== Segment start ==

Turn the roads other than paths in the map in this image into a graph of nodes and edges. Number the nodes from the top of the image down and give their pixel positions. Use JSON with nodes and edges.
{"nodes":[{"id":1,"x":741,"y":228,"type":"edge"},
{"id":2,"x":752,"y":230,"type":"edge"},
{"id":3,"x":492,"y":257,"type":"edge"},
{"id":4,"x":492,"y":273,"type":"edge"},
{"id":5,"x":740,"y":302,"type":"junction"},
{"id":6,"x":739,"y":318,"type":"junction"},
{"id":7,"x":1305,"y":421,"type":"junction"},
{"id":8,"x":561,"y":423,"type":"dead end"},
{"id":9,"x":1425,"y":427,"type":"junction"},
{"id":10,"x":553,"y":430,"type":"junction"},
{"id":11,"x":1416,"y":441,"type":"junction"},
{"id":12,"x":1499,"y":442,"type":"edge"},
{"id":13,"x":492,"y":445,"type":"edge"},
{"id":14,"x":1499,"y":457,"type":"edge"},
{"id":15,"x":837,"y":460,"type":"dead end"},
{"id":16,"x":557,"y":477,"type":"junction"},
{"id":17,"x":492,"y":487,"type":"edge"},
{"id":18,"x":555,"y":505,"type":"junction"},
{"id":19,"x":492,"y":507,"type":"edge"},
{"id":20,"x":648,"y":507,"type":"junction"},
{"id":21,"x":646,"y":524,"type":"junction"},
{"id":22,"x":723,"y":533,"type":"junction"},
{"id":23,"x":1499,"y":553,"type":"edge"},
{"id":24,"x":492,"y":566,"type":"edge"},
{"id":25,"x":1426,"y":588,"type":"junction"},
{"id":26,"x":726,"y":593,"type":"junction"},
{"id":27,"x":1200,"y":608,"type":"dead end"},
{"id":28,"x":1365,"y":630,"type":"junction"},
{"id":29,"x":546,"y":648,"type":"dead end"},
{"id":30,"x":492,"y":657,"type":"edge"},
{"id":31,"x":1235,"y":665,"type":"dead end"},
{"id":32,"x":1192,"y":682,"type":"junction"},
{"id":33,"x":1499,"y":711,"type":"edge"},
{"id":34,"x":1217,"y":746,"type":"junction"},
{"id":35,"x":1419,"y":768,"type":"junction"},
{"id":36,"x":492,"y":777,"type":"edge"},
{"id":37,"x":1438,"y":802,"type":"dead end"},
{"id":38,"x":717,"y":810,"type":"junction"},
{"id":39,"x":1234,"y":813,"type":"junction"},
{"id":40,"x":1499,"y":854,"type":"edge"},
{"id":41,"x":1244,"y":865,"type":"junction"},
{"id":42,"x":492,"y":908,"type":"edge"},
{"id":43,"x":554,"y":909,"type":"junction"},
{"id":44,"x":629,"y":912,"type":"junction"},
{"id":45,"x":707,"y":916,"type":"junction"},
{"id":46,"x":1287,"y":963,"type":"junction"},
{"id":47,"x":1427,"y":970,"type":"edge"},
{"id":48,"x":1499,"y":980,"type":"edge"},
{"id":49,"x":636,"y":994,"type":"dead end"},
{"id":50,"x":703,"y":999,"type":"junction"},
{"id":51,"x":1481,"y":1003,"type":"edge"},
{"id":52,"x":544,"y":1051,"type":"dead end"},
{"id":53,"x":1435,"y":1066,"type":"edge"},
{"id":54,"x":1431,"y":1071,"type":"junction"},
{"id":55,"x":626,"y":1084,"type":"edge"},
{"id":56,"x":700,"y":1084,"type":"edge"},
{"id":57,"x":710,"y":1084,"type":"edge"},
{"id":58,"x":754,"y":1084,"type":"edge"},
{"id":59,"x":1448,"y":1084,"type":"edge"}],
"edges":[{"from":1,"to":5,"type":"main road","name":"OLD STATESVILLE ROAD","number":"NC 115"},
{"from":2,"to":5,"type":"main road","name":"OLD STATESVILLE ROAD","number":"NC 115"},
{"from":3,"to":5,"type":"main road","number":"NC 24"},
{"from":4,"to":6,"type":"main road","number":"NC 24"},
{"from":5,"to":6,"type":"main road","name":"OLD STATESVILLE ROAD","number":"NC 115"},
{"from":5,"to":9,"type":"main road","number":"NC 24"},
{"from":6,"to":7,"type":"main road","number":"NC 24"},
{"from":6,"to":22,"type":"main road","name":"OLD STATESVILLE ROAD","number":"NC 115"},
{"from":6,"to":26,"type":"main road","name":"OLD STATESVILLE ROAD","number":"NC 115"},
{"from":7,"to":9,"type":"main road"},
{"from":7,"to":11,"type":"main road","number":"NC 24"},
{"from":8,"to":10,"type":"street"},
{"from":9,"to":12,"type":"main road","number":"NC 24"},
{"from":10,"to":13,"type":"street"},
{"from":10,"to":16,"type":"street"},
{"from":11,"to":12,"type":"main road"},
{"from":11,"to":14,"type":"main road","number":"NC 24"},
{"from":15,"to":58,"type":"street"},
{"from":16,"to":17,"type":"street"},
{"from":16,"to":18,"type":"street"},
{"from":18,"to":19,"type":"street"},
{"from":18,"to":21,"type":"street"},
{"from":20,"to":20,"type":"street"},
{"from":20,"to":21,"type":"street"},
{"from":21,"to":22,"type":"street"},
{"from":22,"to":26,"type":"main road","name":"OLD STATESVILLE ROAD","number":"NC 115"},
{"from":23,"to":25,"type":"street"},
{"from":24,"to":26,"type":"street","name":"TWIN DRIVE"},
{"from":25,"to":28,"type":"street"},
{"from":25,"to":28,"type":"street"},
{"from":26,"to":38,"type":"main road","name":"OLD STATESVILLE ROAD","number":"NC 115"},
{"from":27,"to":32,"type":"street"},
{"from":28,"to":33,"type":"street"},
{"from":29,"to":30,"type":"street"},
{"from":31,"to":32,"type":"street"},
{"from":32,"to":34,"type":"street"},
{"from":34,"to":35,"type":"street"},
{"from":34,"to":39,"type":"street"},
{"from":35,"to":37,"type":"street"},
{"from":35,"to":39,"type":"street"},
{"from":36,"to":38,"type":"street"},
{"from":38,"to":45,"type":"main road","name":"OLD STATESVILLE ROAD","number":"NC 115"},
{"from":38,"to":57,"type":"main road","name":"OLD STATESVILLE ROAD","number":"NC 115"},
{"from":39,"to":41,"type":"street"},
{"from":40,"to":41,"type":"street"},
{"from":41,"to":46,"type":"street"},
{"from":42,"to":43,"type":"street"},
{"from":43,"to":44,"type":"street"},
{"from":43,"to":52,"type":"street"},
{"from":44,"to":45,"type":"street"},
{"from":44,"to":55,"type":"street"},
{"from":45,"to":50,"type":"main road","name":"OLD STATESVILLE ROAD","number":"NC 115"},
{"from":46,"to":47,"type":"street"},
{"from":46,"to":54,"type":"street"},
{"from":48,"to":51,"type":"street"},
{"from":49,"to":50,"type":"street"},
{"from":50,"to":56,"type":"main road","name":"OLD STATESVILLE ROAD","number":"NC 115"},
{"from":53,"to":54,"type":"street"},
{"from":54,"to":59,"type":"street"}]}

== Segment end ==

• _Aim of the task_
Print every entry from the material exactly.

• _Answer area_
Turn the roads other than paths in the map in this image into a graph of nodes and edges. Number the nodes from the top of the image down and give their pixel positions. Use JSON with nodes and edges.
{"nodes":[{"id":1,"x":741,"y":228,"type":"edge"},
{"id":2,"x":752,"y":230,"type":"edge"},
{"id":3,"x":492,"y":257,"type":"edge"},
{"id":4,"x":492,"y":273,"type":"edge"},
{"id":5,"x":740,"y":302,"type":"junction"},
{"id":6,"x":739,"y":318,"type":"junction"},
{"id":7,"x":1305,"y":421,"type":"junction"},
{"id":8,"x":561,"y":423,"type":"dead end"},
{"id":9,"x":1425,"y":427,"type":"junction"},
{"id":10,"x":553,"y":430,"type":"junction"},
{"id":11,"x":1416,"y":441,"type":"junction"},
{"id":12,"x":1499,"y":442,"type":"edge"},
{"id":13,"x":492,"y":445,"type":"edge"},
{"id":14,"x":1499,"y":457,"type":"edge"},
{"id":15,"x":837,"y":460,"type":"dead end"},
{"id":16,"x":557,"y":477,"type":"junction"},
{"id":17,"x":492,"y":487,"type":"edge"},
{"id":18,"x":555,"y":505,"type":"junction"},
{"id":19,"x":492,"y":507,"type":"edge"},
{"id":20,"x":648,"y":507,"type":"junction"},
{"id":21,"x":646,"y":524,"type":"junction"},
{"id":22,"x":723,"y":533,"type":"junction"},
{"id":23,"x":1499,"y":553,"type":"edge"},
{"id":24,"x":492,"y":566,"type":"edge"},
{"id":25,"x":1426,"y":588,"type":"junction"},
{"id":26,"x":726,"y":593,"type":"junction"},
{"id":27,"x":1200,"y":608,"type":"dead end"},
{"id":28,"x":1365,"y":630,"type":"junction"},
{"id":29,"x":546,"y":648,"type":"dead end"},
{"id":30,"x":492,"y":657,"type":"edge"},
{"id":31,"x":1235,"y":665,"type":"dead end"},
{"id":32,"x":1192,"y":682,"type":"junction"},
{"id":33,"x":1499,"y":711,"type":"edge"},
{"id":34,"x":1217,"y":746,"type":"junction"},
{"id":35,"x":1419,"y":768,"type":"junction"},
{"id":36,"x":492,"y":777,"type":"edge"},
{"id":37,"x":1438,"y":802,"type":"dead end"},
{"id":38,"x":717,"y":810,"type":"junction"},
{"id":39,"x":1234,"y":813,"type":"junction"},
{"id":40,"x":1499,"y":854,"type":"edge"},
{"id":41,"x":1244,"y":865,"type":"junction"},
{"id":42,"x":492,"y":908,"type":"edge"},
{"id":43,"x":554,"y":909,"type":"junction"},
{"id":44,"x":629,"y":912,"type":"junction"},
{"id":45,"x":707,"y":916,"type":"junction"},
{"id":46,"x":1287,"y":963,"type":"junction"},
{"id":47,"x":1427,"y":970,"type":"edge"},
{"id":48,"x":1499,"y":980,"type":"edge"},
{"id":49,"x":636,"y":994,"type":"dead end"},
{"id":50,"x":703,"y":999,"type":"junction"},
{"id":51,"x":1481,"y":1003,"type":"edge"},
{"id":52,"x":544,"y":1051,"type":"dead end"},
{"id":53,"x":1435,"y":1066,"type":"edge"},
{"id":54,"x":1431,"y":1071,"type":"junction"},
{"id":55,"x":626,"y":1084,"type":"edge"},
{"id":56,"x":700,"y":1084,"type":"edge"},
{"id":57,"x":710,"y":1084,"type":"edge"},
{"id":58,"x":754,"y":1084,"type":"edge"},
{"id":59,"x":1448,"y":1084,"type":"edge"}],
"edges":[{"from":1,"to":5,"type":"main road","name":"OLD STATESVILLE ROAD","number":"NC 115"},
{"from":2,"to":5,"type":"main road","name":"OLD STATESVILLE ROAD","number":"NC 115"},
{"from":3,"to":5,"type":"main road","number":"NC 24"},
{"from":4,"to":6,"type":"main road","number":"NC 24"},
{"from":5,"to":6,"type":"main road","name":"OLD STATESVILLE ROAD","number":"NC 115"},
{"from":5,"to":9,"type":"main road","number":"NC 24"},
{"from":6,"to":7,"type":"main road","number":"NC 24"},
{"from":6,"to":22,"type":"main road","name":"OLD STATESVILLE ROAD","number":"NC 115"},
{"from":6,"to":26,"type":"main road","name":"OLD STATESVILLE ROAD","number":"NC 115"},
{"from":7,"to":9,"type":"main road"},
{"from":7,"to":11,"type":"main road","number":"NC 24"},
{"from":8,"to":10,"type":"street"},
{"from":9,"to":12,"type":"main road","number":"NC 24"},
{"from":10,"to":13,"type":"street"},
{"from":10,"to":16,"type":"street"},
{"from":11,"to":12,"type":"main road"},
{"from":11,"to":14,"type":"main road","number":"NC 24"},
{"from":15,"to":58,"type":"street"},
{"from":16,"to":17,"type":"street"},
{"from":16,"to":18,"type":"street"},
{"from":18,"to":19,"type":"street"},
{"from":18,"to":21,"type":"street"},
{"from":20,"to":20,"type":"street"},
{"from":20,"to":21,"type":"street"},
{"from":21,"to":22,"type":"street"},
{"from":22,"to":26,"type":"main road","name":"OLD STATESVILLE ROAD","number":"NC 115"},
{"from":23,"to":25,"type":"street"},
{"from":24,"to":26,"type":"street","name":"TWIN DRIVE"},
{"from":25,"to":28,"type":"street"},
{"from":25,"to":28,"type":"street"},
{"from":26,"to":38,"type":"main road","name":"OLD STATESVILLE ROAD","number":"NC 115"},
{"from":27,"to":32,"type":"street"},
{"from":28,"to":33,"type":"street"},
{"from":29,"to":30,"type":"street"},
{"from":31,"to":32,"type":"street"},
{"from":32,"to":34,"type":"street"},
{"from":34,"to":35,"type":"street"},
{"from":34,"to":39,"type":"street"},
{"from":35,"to":37,"type":"street"},
{"from":35,"to":39,"type":"street"},
{"from":36,"to":38,"type":"street"},
{"from":38,"to":45,"type":"main road","name":"OLD STATESVILLE ROAD","number":"NC 115"},
{"from":38,"to":57,"type":"main road","name":"OLD STATESVILLE ROAD","number":"NC 115"},
{"from":39,"to":41,"type":"street"},
{"from":40,"to":41,"type":"street"},
{"from":41,"to":46,"type":"street"},
{"from":42,"to":43,"type":"street"},
{"from":43,"to":44,"type":"street"},
{"from":43,"to":52,"type":"street"},
{"from":44,"to":45,"type":"street"},
{"from":44,"to":55,"type":"street"},
{"from":45,"to":50,"type":"main road","name":"OLD STATESVILLE ROAD","number":"NC 115"},
{"from":46,"to":47,"type":"street"},
{"from":46,"to":54,"type":"street"},
{"from":48,"to":51,"type":"street"},
{"from":49,"to":50,"type":"street"},
{"from":50,"to":56,"type":"main road","name":"OLD STATESVILLE ROAD","number":"NC 115"},
{"from":53,"to":54,"type":"street"},
{"from":54,"to":59,"type":"street"}]}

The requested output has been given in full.